A May story in The New Yorker revealed that the gun group had been plowing through tens of millions of dollars a year on media expenditures through Ackerman. In leaked internal documents, a senior NRA executive wrote, “Management has subordinated its judgment to the vendors,” referring to Ackerman. “Trust in the top has eroded.” Ackerman had worked for the NRA for thirty years, and had been given largely free reign to charge the organization exorbitant sums for its work over the years. “Most staffers think that Ackerman is too expensive,” a former NRA employee told the magazine. “They think they’re just using the NRA to make a massive profit.”
The split between the NRA and the firm led to a public rift between LaPierre and North, who had a separate contract with Ackerman. In June, LaPierre accused North of leading a “coup” against him, per CNN. North was forced to resign from his role.
“The NRA alleges that [North] breached his fiduciary obligations — in a coordinated attack against the NRA and Wayne LaPierre that involved others motivated by their own economic self-interest,” an NRA spokesman said at the time.
The NRA’s second in command, Christopher Cox, resigned as well, after being implicated in the so-called coup attempt.
Meanwhile, LaPierre was hit by embarrassing reports about his personal finances. The Wall Street Journal was given leaked documents indicating that he spent $274,695.03 on suits at the upscale men’s clothing store Ermenegildo Zegna and $267,460.50 on travel to the Bahamas, Florida, Nevada, Budapest, and Italy. The Journal reported that LaPierre billed those expenses to Ackerman.
In an emailed statement to Mic, Andrew Arulanandam, the managing director of NRA Public Affairs, said that LaPierre "had been advised by the NRA's external advertising professionals to invest in his professional wardrobe due to his numerous public and media appearances." Regarding the travel expenses, Arulanandam said those trips "involved donor outreach, fundraising, and stakeholder engagement."
In June, The Washington Post reported on self-dealing at the organization, with large sums of money being spent on companies that employed members of the board. The company paid a board member and former football player $400,000 for “public outreach,” while another board member was paid $28,000 for articles he wrote for the NRA’s media publications. In his statement to Mic, Arulanandam said the NRA only pursues such arrangements when they work "in the best interest of the organization and its members."

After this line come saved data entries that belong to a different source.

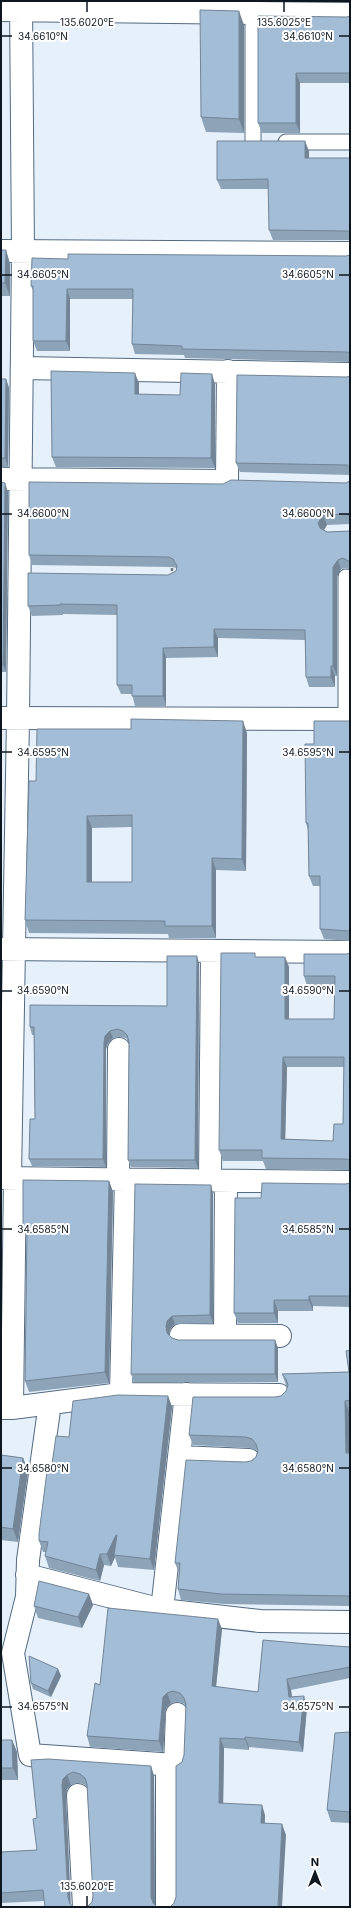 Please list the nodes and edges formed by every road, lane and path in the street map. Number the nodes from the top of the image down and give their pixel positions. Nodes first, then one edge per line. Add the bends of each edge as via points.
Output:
1 (170, 6) edge
2 (14, 7) edge
3 (262, 9) edge
4 (350, 14) edge
5 (350, 142) edge
6 (1, 251) edge
7 (23, 252) junction
8 (350, 253) edge
9 (22, 368) junction
10 (228, 371) junction
11 (350, 374) edge
12 (11, 479) edge
13 (172, 560) edge
14 (172, 576) edge
15 (346, 577) dead end
16 (10, 718) edge
17 (348, 719) edge
18 (8, 949) edge
19 (212, 951) junction
20 (350, 952) edge
21 (119, 1050) dead end
22 (9, 1178) edge
23 (122, 1179) junction
24 (218, 1180) junction
25 (350, 1182) edge
26 (181, 1335) dead end
27 (225, 1336) junction
28 (280, 1336) dead end
29 (120, 1394) junction
30 (186, 1394) junction
31 (279, 1394) dead end
32 (50, 1403) junction
33 (7, 1408) edge
34 (179, 1457) junction
35 (249, 1460) edge
36 (27, 1575) junction
37 (162, 1610) junction
38 (350, 1622) edge
39 (7, 1653) edge
40 (176, 1714) dead end
41 (167, 1765) junction
42 (78, 1795) dead end
43 (84, 1907) edge
44 (167, 1907) edge

1 - 2 street
1 - 3 street
2 - 7 street
3 - 4 street
3 - 5 lane via 259,142
6 - 7 street
7 - 8 street
7 - 9 street
9 - 10 street
9 - 12 street
10 - 11 street
10 - 12 street via 234,481
12 - 16 street via 27,574
13 - 14 path
15 - 17 lane
16 - 17 street
16 - 18 street
18 - 19 street
18 - 22 street
19 - 20 street
19 - 24 street
21 - 23 street
22 - 23 street
22 - 33 street
23 - 24 street
23 - 29 street
24 - 25 street
24 - 27 street
26 - 27 street
27 - 28 street
29 - 30 street
29 - 32 street
30 - 31 street
30 - 34 street
32 - 33 street
32 - 36 street
34 - 35 street
34 - 37 street
36 - 37 street
36 - 39 street via 27,1597
37 - 38 street via 260,1621
39 - 41 street via 30,1755
40 - 41 street via 175,1765
41 - 44 street
42 - 43 street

All of these embarrassing leaks and internal squabbles form the backdrop to the ongoing investigations into the group. After all, it’s hard to argue that an organization deserves tax-exempt status when it’s basically being used as a personal bank account for its own board members.
James’s lawsuit also requested documents related to how money moves between the NRA and the NRA Foundation. According to the Times, tax records show that the organization took more than $200 million from its foundation between 2010 and 2017. Donations to the foundation are tax-exempt, while those to the NRA itself are not. This could indicate that the foundation structure is being used to get around restrictions on how groups like the NRA spend their money — in other words, using tax-exempt donations for political action.

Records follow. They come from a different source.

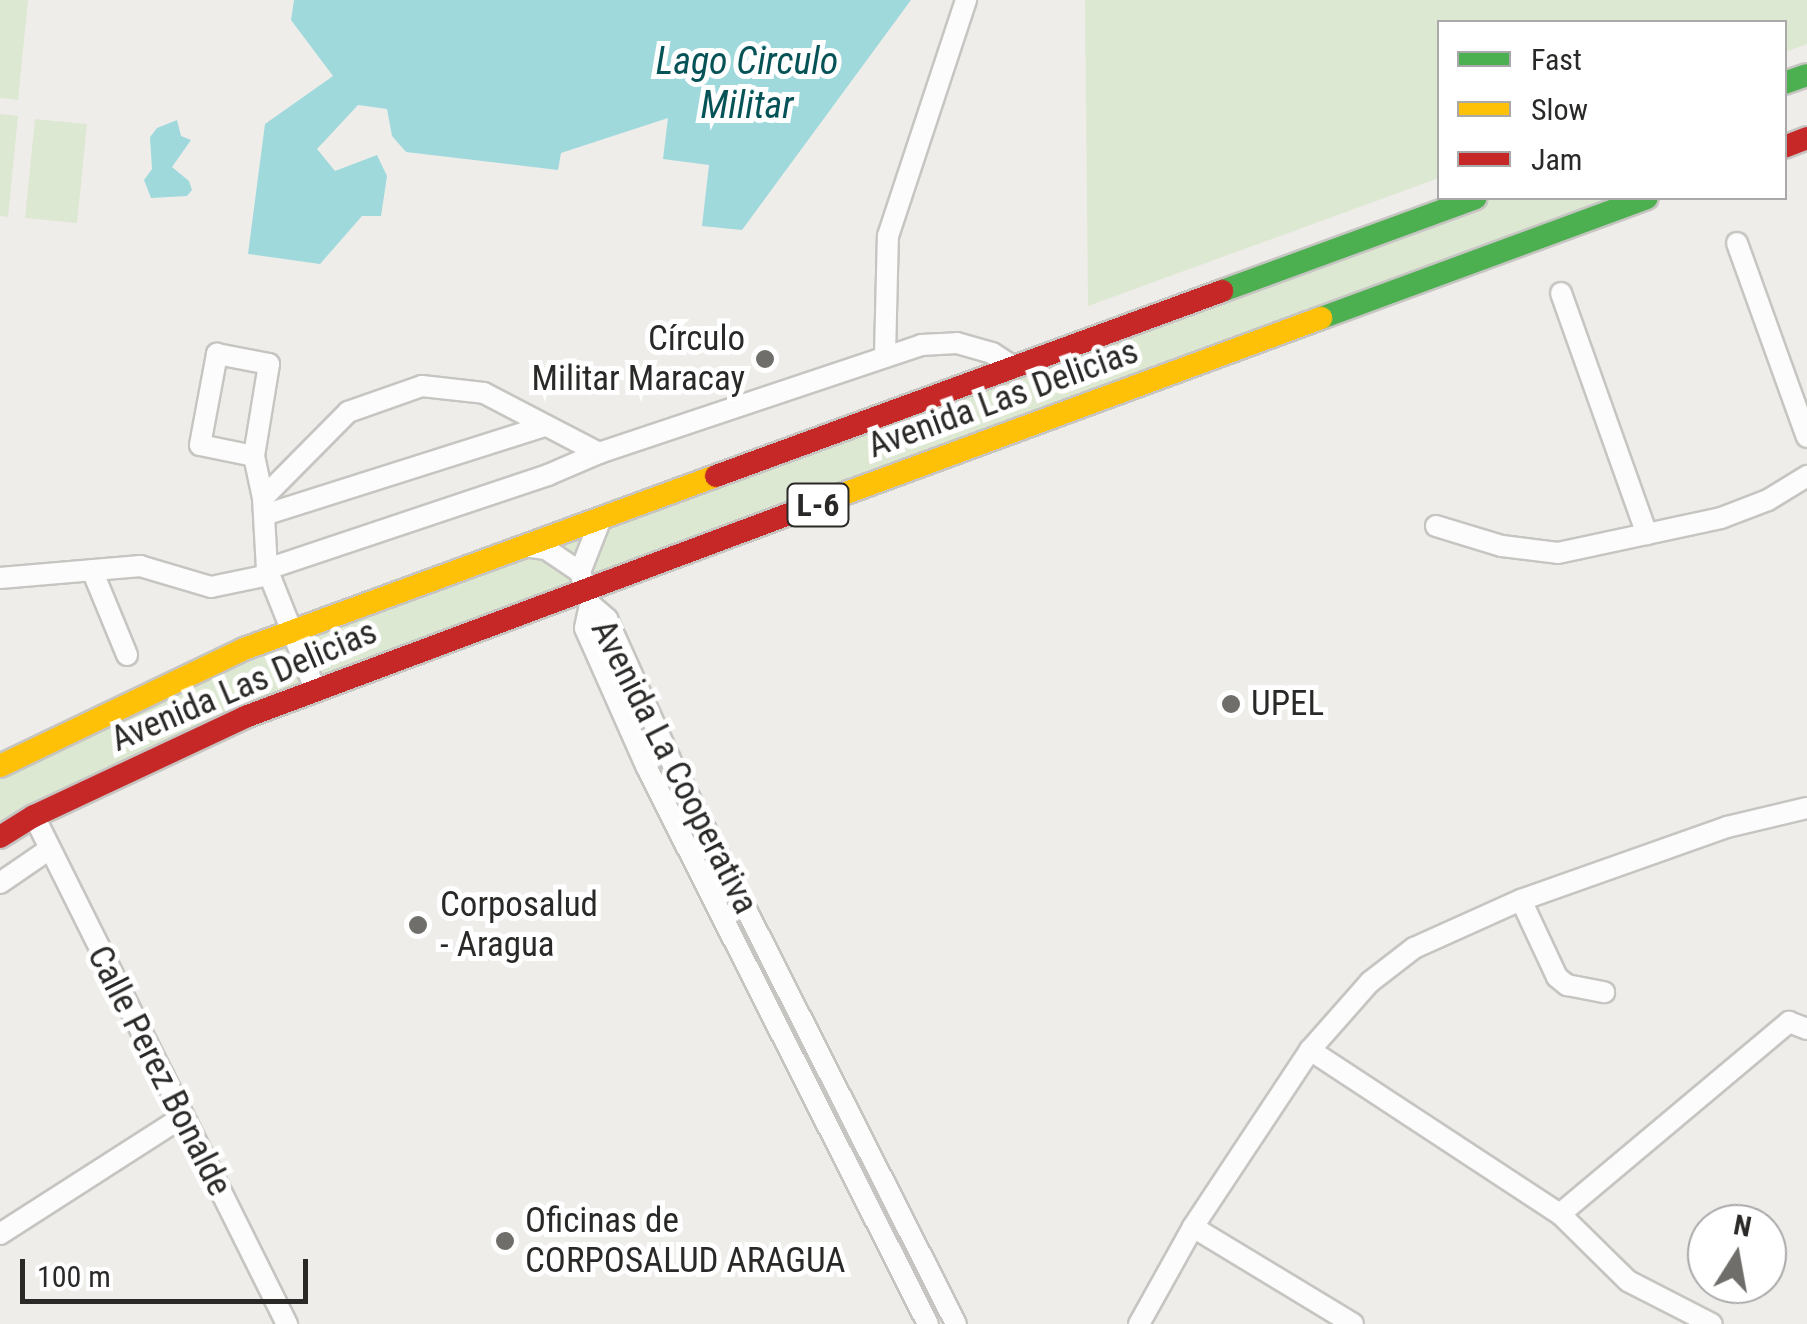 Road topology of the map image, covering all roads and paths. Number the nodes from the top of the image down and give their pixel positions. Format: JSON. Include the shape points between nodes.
{"nodes":[{"id":1,"x":966,"y":0,"type":"edge"},
{"id":2,"x":1471,"y":200,"type":"edge"},
{"id":3,"x":1642,"y":200,"type":"edge"},
{"id":4,"x":1736,"y":243,"type":"dead end"},
{"id":5,"x":1560,"y":293,"type":"dead end"},
{"id":6,"x":886,"y":355,"type":"junction"},
{"id":7,"x":1015,"y":368,"type":"junction"},
{"id":8,"x":542,"y":427,"type":"junction"},
{"id":9,"x":1807,"y":437,"type":"edge"},
{"id":10,"x":599,"y":453,"type":"junction"},
{"id":11,"x":254,"y":456,"type":"junction"},
{"id":12,"x":1807,"y":476,"type":"edge"},
{"id":13,"x":264,"y":506,"type":"junction"},
{"id":14,"x":600,"y":521,"type":"junction"},
{"id":15,"x":1436,"y":526,"type":"dead end"},
{"id":16,"x":1647,"y":534,"type":"junction"},
{"id":17,"x":532,"y":547,"type":"junction"},
{"id":18,"x":92,"y":570,"type":"junction"},
{"id":19,"x":268,"y":572,"type":"junction"},
{"id":20,"x":0,"y":578,"type":"edge"},
{"id":21,"x":585,"y":589,"type":"junction"},
{"id":22,"x":294,"y":631,"type":"junction"},
{"id":23,"x":127,"y":655,"type":"dead end"},
{"id":24,"x":315,"y":689,"type":"junction"},
{"id":25,"x":0,"y":766,"type":"edge"},
{"id":26,"x":1807,"y":808,"type":"edge"},
{"id":27,"x":34,"y":816,"type":"junction"},
{"id":28,"x":0,"y":838,"type":"edge"},
{"id":29,"x":48,"y":850,"type":"junction"},
{"id":30,"x":0,"y":883,"type":"edge"},
{"id":31,"x":1521,"y":900,"type":"junction"},
{"id":32,"x":1604,"y":992,"type":"dead end"},
{"id":33,"x":1807,"y":1029,"type":"edge"},
{"id":34,"x":1310,"y":1050,"type":"junction"},
{"id":35,"x":182,"y":1117,"type":"junction"},
{"id":36,"x":1560,"y":1214,"type":"junction"},
{"id":37,"x":1193,"y":1227,"type":"junction"},
{"id":38,"x":0,"y":1234,"type":"edge"},
{"id":39,"x":287,"y":1324,"type":"edge"},
{"id":40,"x":928,"y":1324,"type":"edge"},
{"id":41,"x":956,"y":1324,"type":"edge"},
{"id":42,"x":1139,"y":1324,"type":"edge"},
{"id":43,"x":1353,"y":1324,"type":"edge"},
{"id":44,"x":1712,"y":1324,"type":"edge"}],
"edges":[{"from":1,"to":6,"type":"street","via":[[888,236]]},
{"from":2,"to":7,"type":"main road","name":"Avenida Las Delicias","number":"L-6"},
{"from":3,"to":21,"type":"main road","name":"Avenida Las Delicias","number":"L-6"},
{"from":4,"to":9,"type":"street"},
{"from":5,"to":16,"type":"street"},
{"from":6,"to":7,"type":"street","via":[[921,344],[957,343]]},
{"from":6,"to":10,"type":"street"},
{"from":7,"to":14,"type":"main road","name":"Avenida Las Delicias","number":"L-6"},
{"from":8,"to":10,"type":"street"},
{"from":8,"to":13,"type":"street"},
{"from":8,"to":13,"type":"street","via":[[484,393],[422,386],[348,412]]},
{"from":10,"to":19,"type":"street"},
{"from":11,"to":11,"type":"street","via":[[270,364],[217,354],[200,445]]},
{"from":11,"to":13,"type":"street"},
{"from":12,"to":16,"type":"street","via":[[1721,518]]},
{"from":13,"to":19,"type":"street"},
{"from":14,"to":17,"type":"main road","name":"Avenida Las Delicias","number":"L-6"},
{"from":14,"to":21,"type":"street"},
{"from":15,"to":16,"type":"street","via":[[1541,553]]},
{"from":17,"to":21,"type":"street","via":[[546,549]]},
{"from":17,"to":22,"type":"main road","name":"Avenida Las Delicias","number":"L-6"},
{"from":18,"to":19,"type":"street","via":[[140,566],[211,586]]},
{"from":18,"to":20,"type":"street"},
{"from":18,"to":23,"type":"street"},
{"from":19,"to":22,"type":"street"},
{"from":21,"to":24,"type":"main road","name":"Avenida Las Delicias","number":"L-6"},
{"from":21,"to":40,"type":"street","name":"Avenida La Cooperativa","via":[[585,628],[647,768]]},
{"from":21,"to":41,"type":"street","name":"Avenida La Cooperativa","via":[[607,620],[670,759]]},
{"from":22,"to":24,"type":"street"},
{"from":22,"to":25,"type":"main road","name":"Avenida Las Delicias","number":"L-6"},
{"from":24,"to":27,"type":"main road","name":"Avenida Las Delicias","number":"L-6"},
{"from":26,"to":31,"type":"street","via":[[1727,828]]},
{"from":27,"to":28,"type":"main road","name":"Avenida Las Delicias","number":"L-6"},
{"from":27,"to":29,"type":"street","name":"Calle Perez Bonalde"},
{"from":29,"to":30,"type":"street"},
{"from":29,"to":35,"type":"street","name":"Calle Perez Bonalde"},
{"from":31,"to":32,"type":"street","via":[[1556,978]]},
{"from":31,"to":34,"type":"street","via":[[1414,948],[1370,982]]},
{"from":33,"to":36,"type":"street","via":[[1789,1022]]},
{"from":34,"to":36,"type":"street"},
{"from":34,"to":37,"type":"street"},
{"from":35,"to":38,"type":"street"},
{"from":35,"to":39,"type":"street","name":"Calle Perez Bonalde"},
{"from":36,"to":44,"type":"street","via":[[1628,1281]]},
{"from":37,"to":42,"type":"street"},
{"from":37,"to":43,"type":"street"}]}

“This should raise, and should have raised, red flags,” Norman I. Silber, a law professor at Hofstra University, told the Times. Arulanandam told Mic in an emailed statement that the NRA "employs strict controls to ensure this money is used for charitable purposes," and that the NRA uses money taken from the NRA Foundation for "educational and charitable programs."

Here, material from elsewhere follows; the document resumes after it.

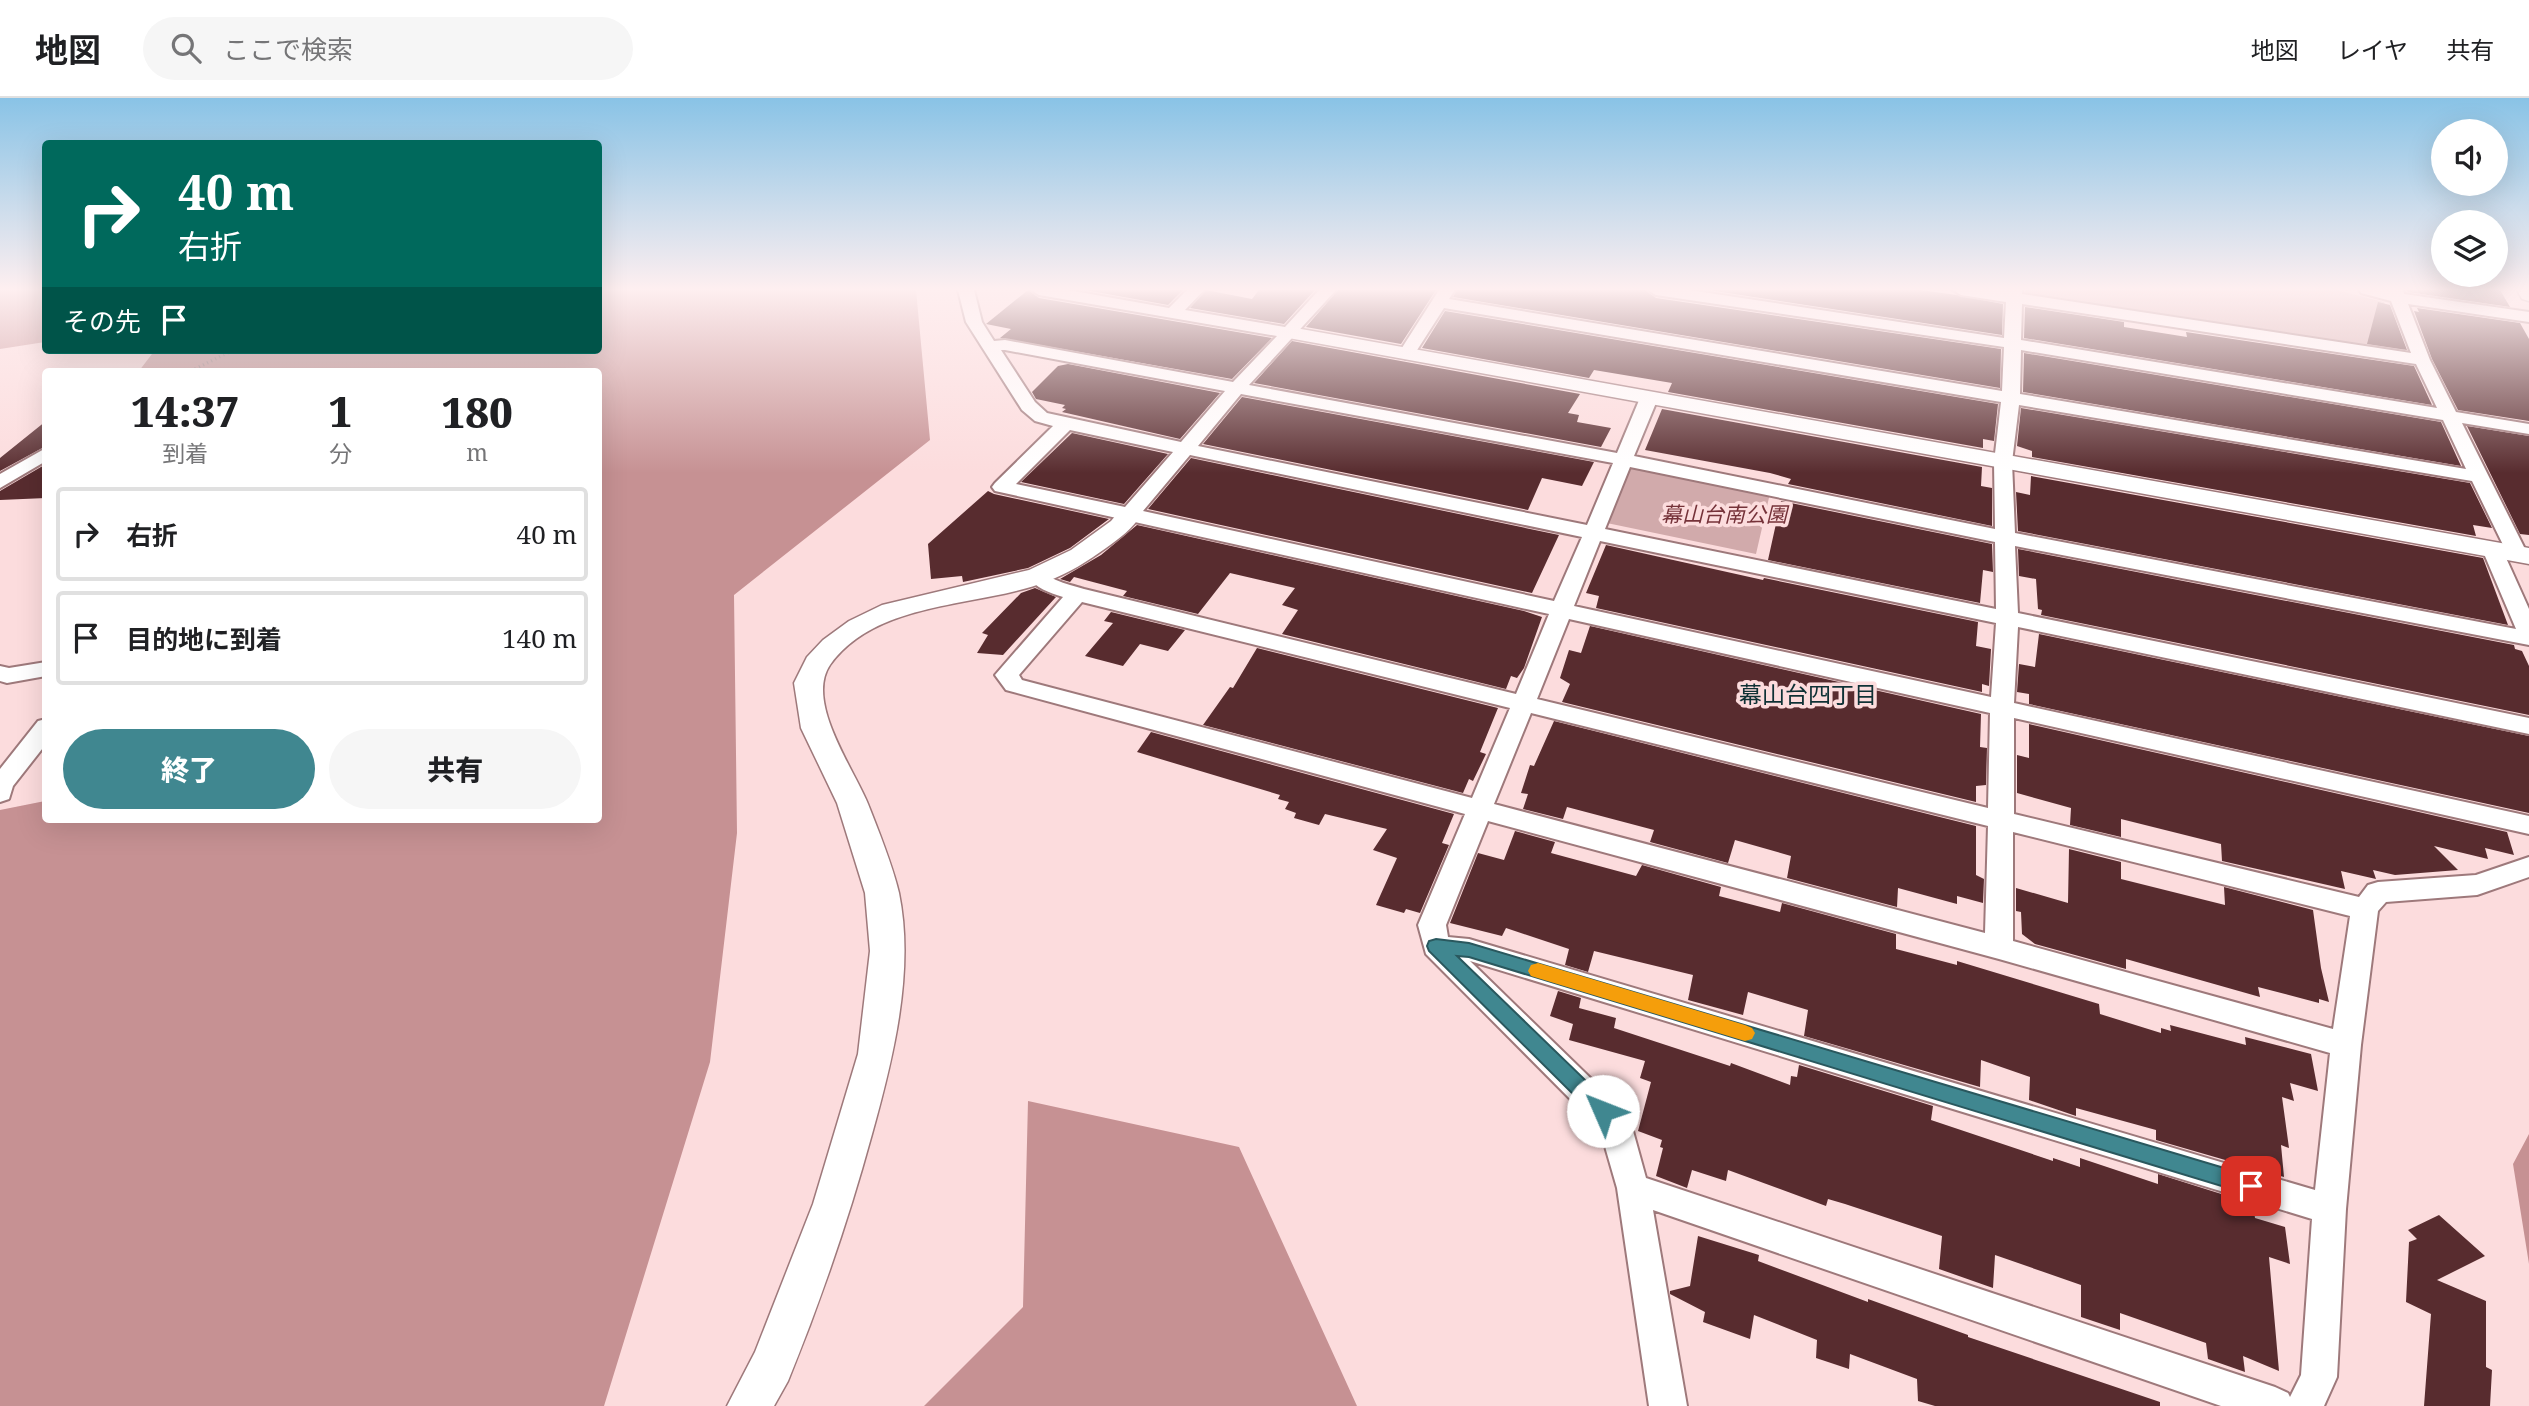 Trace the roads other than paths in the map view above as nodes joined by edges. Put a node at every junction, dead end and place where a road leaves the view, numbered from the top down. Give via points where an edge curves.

For now, there’s no indication of when the New York State investigation — or any of the other seven ongoing investigations into the NRA — might produce any kind of public result. But considering the amount of sketchy-seeming behavior that’s already come out in the press, they may have their work cut out for them.
Editor's Note: This article was updated to include statements from representatives for the NRA. Mic had reached out to the organization before first publishing this article, but did not hear back before press time.